和樹と環のひきこもり社会論(41)

(41)【当事者という言葉】 上山和樹

 やや迂回に聞こえるかもしれませんが、「当事者」という言葉の使い方をていねいに考えることが、コツや手続きの話になると思います。
 ふつう当事者というと、苦しんでいる「本人」を指します。治療や支援はその本人をめがけて設計されるし、仕事のテーマがひたすらその人のことしか見ていない。「ひきこもり当事者本」というと、ひきこもっていた本人が「私はひきこもっていました」とカミングアウトして、自分のことを語るわけです。「この人は、支援される側なんだ」という役割分担がはっきりしていて、それは一歩間違えば、くだらない自意識や、理不尽な特権化につながります。

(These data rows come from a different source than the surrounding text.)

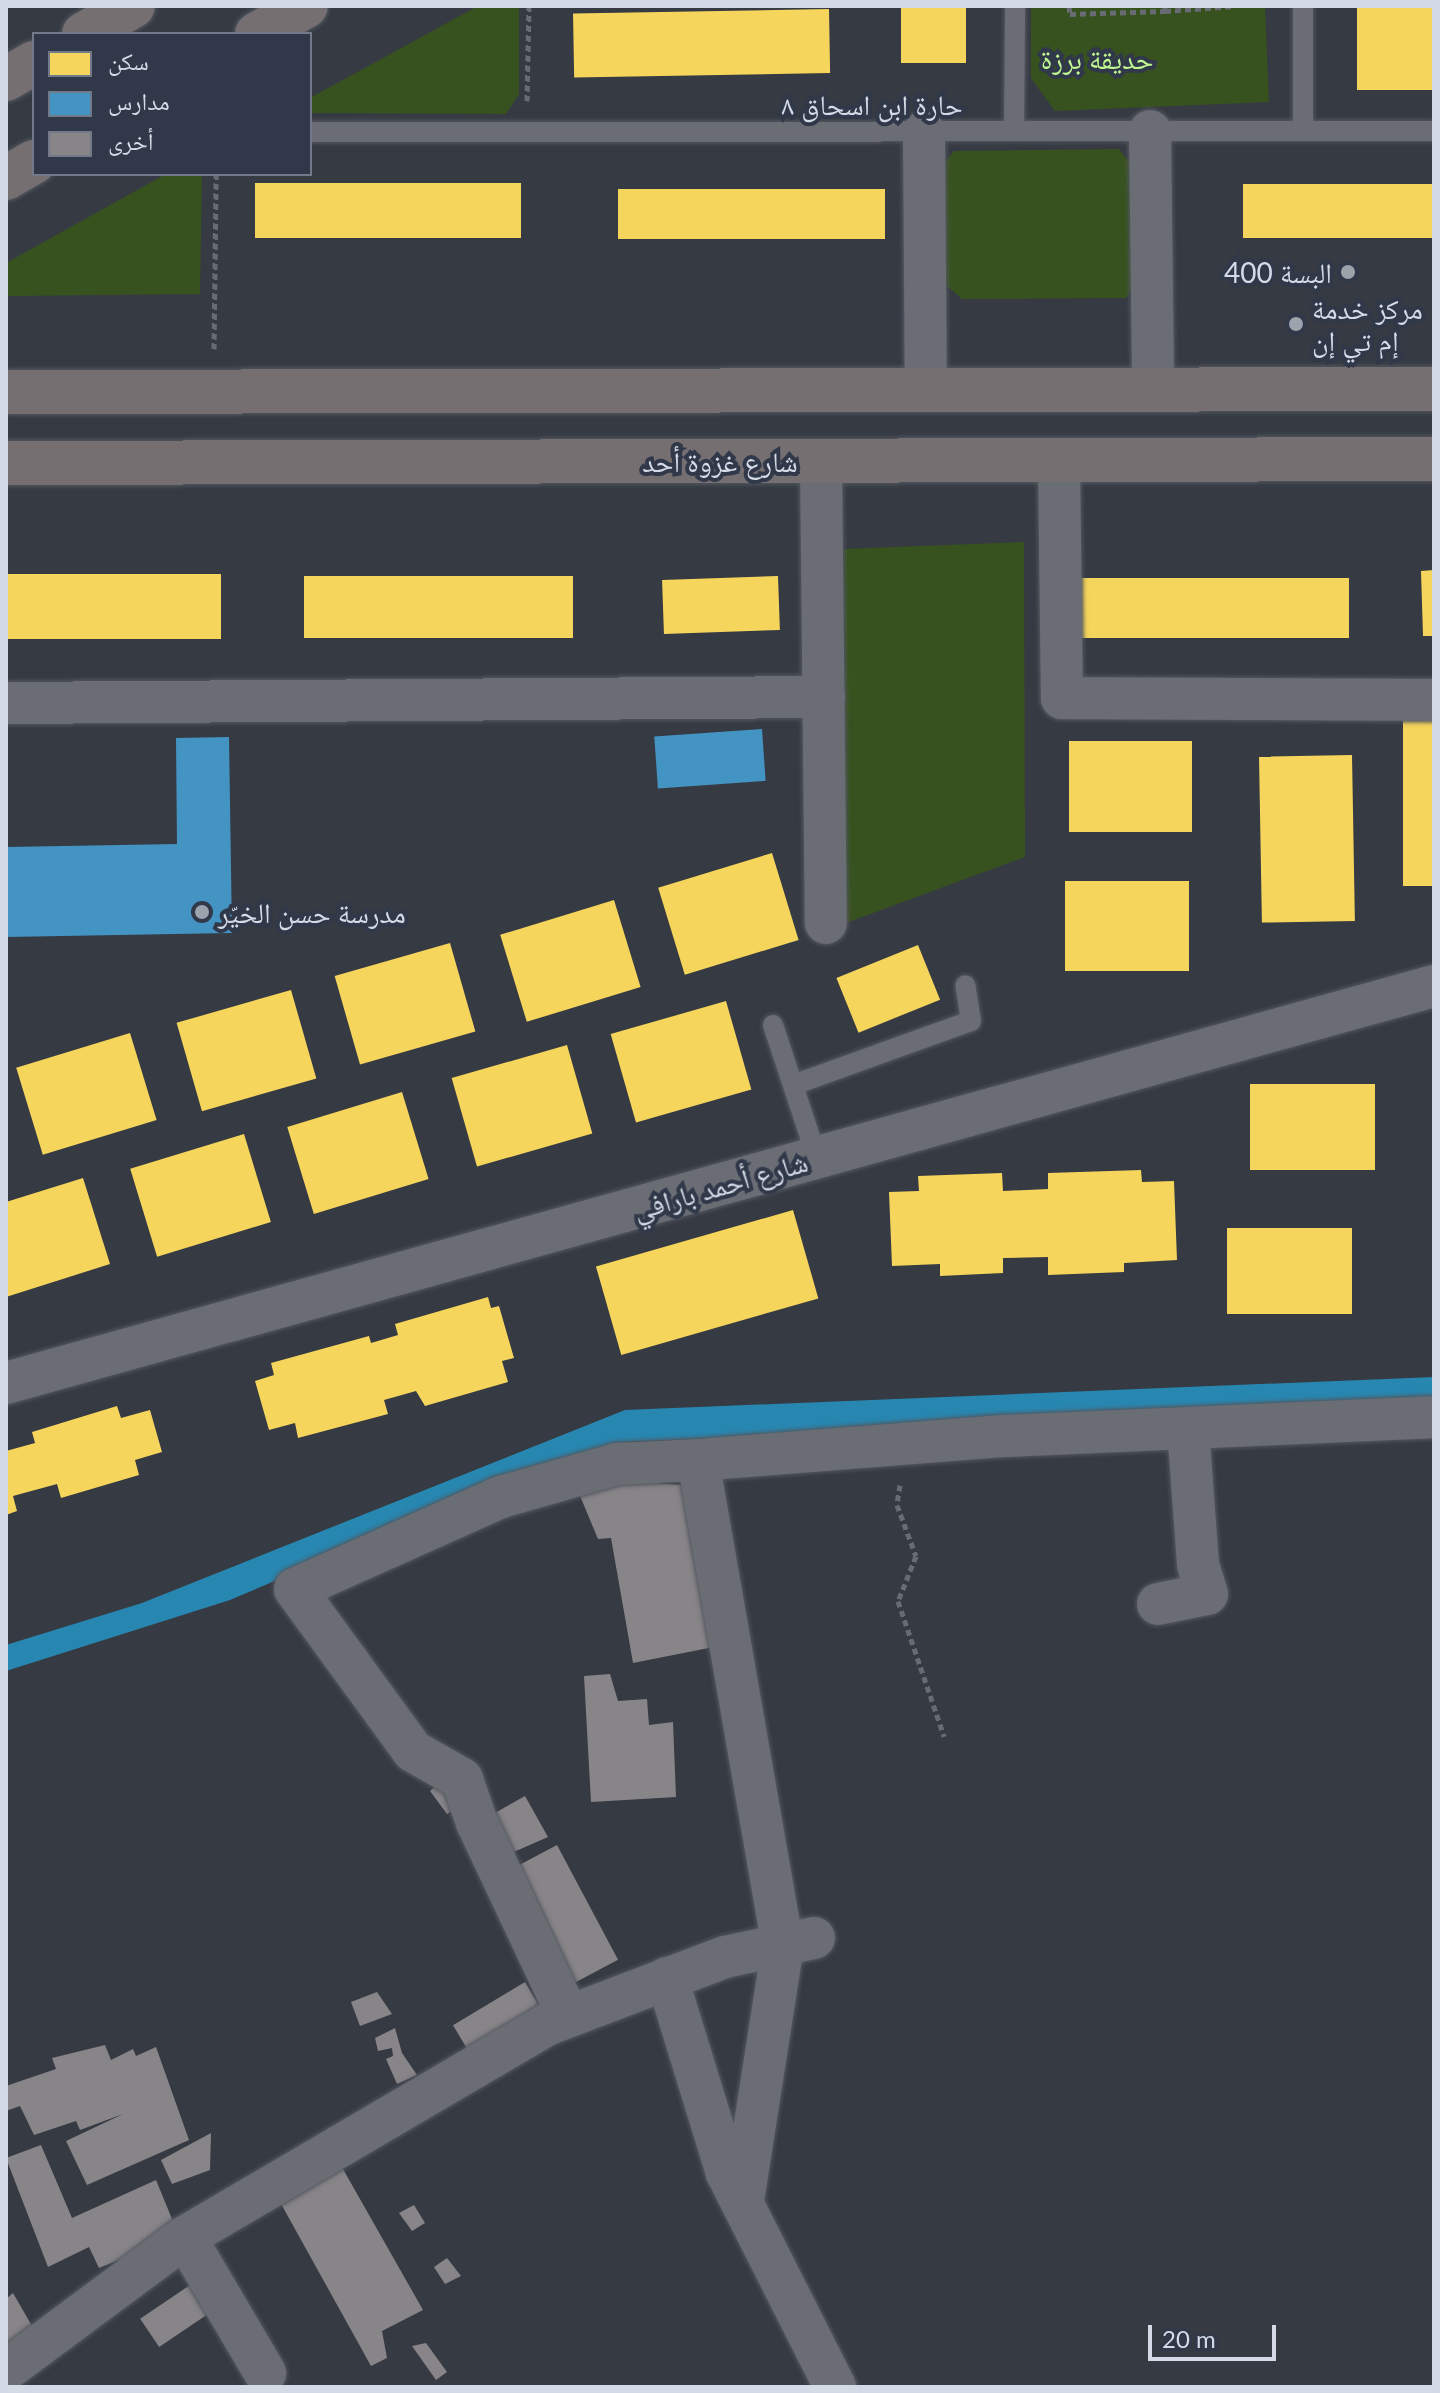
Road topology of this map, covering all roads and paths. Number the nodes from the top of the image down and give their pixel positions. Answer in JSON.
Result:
{"nodes":[{"id":1,"x":133,"y":6,"type":"edge"},
{"id":2,"x":306,"y":6,"type":"edge"},
{"id":3,"x":529,"y":6,"type":"edge"},
{"id":4,"x":1015,"y":6,"type":"edge"},
{"id":5,"x":1069,"y":6,"type":"edge"},
{"id":6,"x":1235,"y":6,"type":"edge"},
{"id":7,"x":1303,"y":6,"type":"edge"},
{"id":8,"x":1165,"y":8,"type":"edge"},
{"id":9,"x":88,"y":32,"type":"edge"},
{"id":10,"x":260,"y":32,"type":"edge"},
{"id":11,"x":32,"y":64,"type":"edge"},
{"id":12,"x":6,"y":79,"type":"edge"},
{"id":13,"x":1014,"y":131,"type":"junction"},
{"id":14,"x":1150,"y":131,"type":"junction"},
{"id":15,"x":1303,"y":131,"type":"junction"},
{"id":16,"x":1434,"y":131,"type":"edge"},
{"id":17,"x":312,"y":132,"type":"edge"},
{"id":18,"x":526,"y":132,"type":"junction"},
{"id":19,"x":924,"y":132,"type":"junction"},
{"id":20,"x":32,"y":163,"type":"edge"},
{"id":21,"x":216,"y":176,"type":"edge"},
{"id":22,"x":6,"y":178,"type":"edge"},
{"id":23,"x":215,"y":304,"type":"dead end"},
{"id":24,"x":1434,"y":389,"type":"edge"},
{"id":25,"x":926,"y":390,"type":"junction"},
{"id":26,"x":1153,"y":390,"type":"junction"},
{"id":27,"x":6,"y":392,"type":"edge"},
{"id":28,"x":1434,"y":459,"type":"edge"},
{"id":29,"x":1059,"y":460,"type":"junction"},
{"id":30,"x":821,"y":461,"type":"junction"},
{"id":31,"x":6,"y":463,"type":"edge"},
{"id":32,"x":824,"y":697,"type":"junction"},
{"id":33,"x":1434,"y":700,"type":"edge"},
{"id":34,"x":6,"y":703,"type":"edge"},
{"id":35,"x":826,"y":923,"type":"dead end"},
{"id":36,"x":965,"y":985,"type":"dead end"},
{"id":37,"x":1434,"y":986,"type":"edge"},
{"id":38,"x":773,"y":1025,"type":"dead end"},
{"id":39,"x":793,"y":1085,"type":"junction"},
{"id":40,"x":817,"y":1158,"type":"junction"},
{"id":41,"x":6,"y":1383,"type":"edge"},
{"id":42,"x":1434,"y":1417,"type":"edge"},
{"id":43,"x":1188,"y":1428,"type":"junction"},
{"id":44,"x":900,"y":1444,"type":"junction"},
{"id":45,"x":698,"y":1460,"type":"junction"},
{"id":46,"x":1158,"y":1604,"type":"dead end"},
{"id":47,"x":944,"y":1736,"type":"dead end"},
{"id":48,"x":798,"y":1941,"type":"junction"},
{"id":49,"x":667,"y":1978,"type":"junction"},
{"id":50,"x":568,"y":2016,"type":"junction"},
{"id":51,"x":743,"y":2201,"type":"junction"},
{"id":52,"x":185,"y":2237,"type":"junction"},
{"id":53,"x":6,"y":2370,"type":"edge"},
{"id":54,"x":265,"y":2373,"type":"dead end"},
{"id":55,"x":835,"y":2387,"type":"edge"}],
"edges":[{"from":1,"to":9,"type":"main road"},
{"from":2,"to":10,"type":"main road"},
{"from":3,"to":18,"type":"path"},
{"from":4,"to":13,"type":"lane"},
{"from":5,"to":8,"type":"path"},
{"from":6,"to":8,"type":"path"},
{"from":7,"to":15,"type":"lane"},
{"from":11,"to":12,"type":"main road"},
{"from":13,"to":14,"type":"lane","name":"حارة ابن اسحاق ٨"},
{"from":13,"to":19,"type":"lane","name":"حارة ابن اسحاق ٨"},
{"from":14,"to":15,"type":"lane","name":"حارة ابن اسحاق ٨"},
{"from":14,"to":26,"type":"street"},
{"from":15,"to":16,"type":"lane","name":"حارة ابن اسحاق ٨"},
{"from":17,"to":18,"type":"lane","name":"حارة ابن اسحاق ٨"},
{"from":18,"to":19,"type":"lane","name":"حارة ابن اسحاق ٨"},
{"from":19,"to":25,"type":"street"},
{"from":20,"to":22,"type":"main road"},
{"from":21,"to":23,"type":"path"},
{"from":24,"to":26,"type":"main road"},
{"from":25,"to":26,"type":"main road"},
{"from":25,"to":27,"type":"main road"},
{"from":28,"to":29,"type":"main road","name":"شارع غزوة أحد"},
{"from":29,"to":30,"type":"main road","name":"شارع غزوة أحد"},
{"from":29,"to":33,"type":"street"},
{"from":30,"to":31,"type":"main road","name":"شارع غزوة أحد"},
{"from":30,"to":32,"type":"street"},
{"from":32,"to":34,"type":"street"},
{"from":32,"to":35,"type":"street"},
{"from":36,"to":39,"type":"lane"},
{"from":37,"to":40,"type":"street","name":"شارع أحمد بارافي"},
{"from":38,"to":39,"type":"lane"},
{"from":39,"to":40,"type":"lane"},
{"from":40,"to":41,"type":"street","name":"شارع أحمد بارافي"},
{"from":42,"to":43,"type":"street"},
{"from":43,"to":44,"type":"street"},
{"from":43,"to":46,"type":"street"},
{"from":44,"to":45,"type":"street"},
{"from":44,"to":47,"type":"path"},
{"from":45,"to":48,"type":"street"},
{"from":45,"to":50,"type":"street"},
{"from":48,"to":49,"type":"street"},
{"from":48,"to":51,"type":"street"},
{"from":49,"to":50,"type":"street"},
{"from":49,"to":51,"type":"street"},
{"from":50,"to":52,"type":"street"},
{"from":51,"to":55,"type":"street"},
{"from":52,"to":53,"type":"street"},
{"from":52,"to":54,"type":"street"}]}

 斎藤さんのおっしゃる操作主義は、この「本人」を思い通りにしようとすることでしょう。そういう目線を本人が自分に向ければ、どんどん自意識の悪循環(再帰性)が強まります。
 最近、斎藤さんの新刊『思春期ポストモダン―成熟はいかにして可能か (幻冬舎新書)』を読ませていただきました。そこであらためて印象的だったのは、斎藤さんのひきこもり支援論が、本人自身への働きかけというよりは、膠着状態全体への働きかけであることです。
 私はこれまで、自分を「ひきこもりの当事者」というポジションに設定した上で、メタに考える努力を続けてきました。しかしそこでは、この考察の枠組み自体が、私を「ひきこもり」という膠着状態に閉じ込めています。まただからこそ、「あいつはすでに引きこもりではない」という話にもなる。
自分を当事者として役割固定する視線は、「自分をきっかけにする」という意味で転移(動機づけ)には成功していても、自由にしていく方向がありません。またそれは、本人がうまく責任をとる方向でもない。枠組みを固定して、ひたすら自傷行為を続けるような当事者論です。
 最近の私は、膠着状態そのものを組み替えるために、関係者の全員を「当事者」と考え、その内側から交渉関係を試みる当事者論があり得ないものか、考えるようになっています。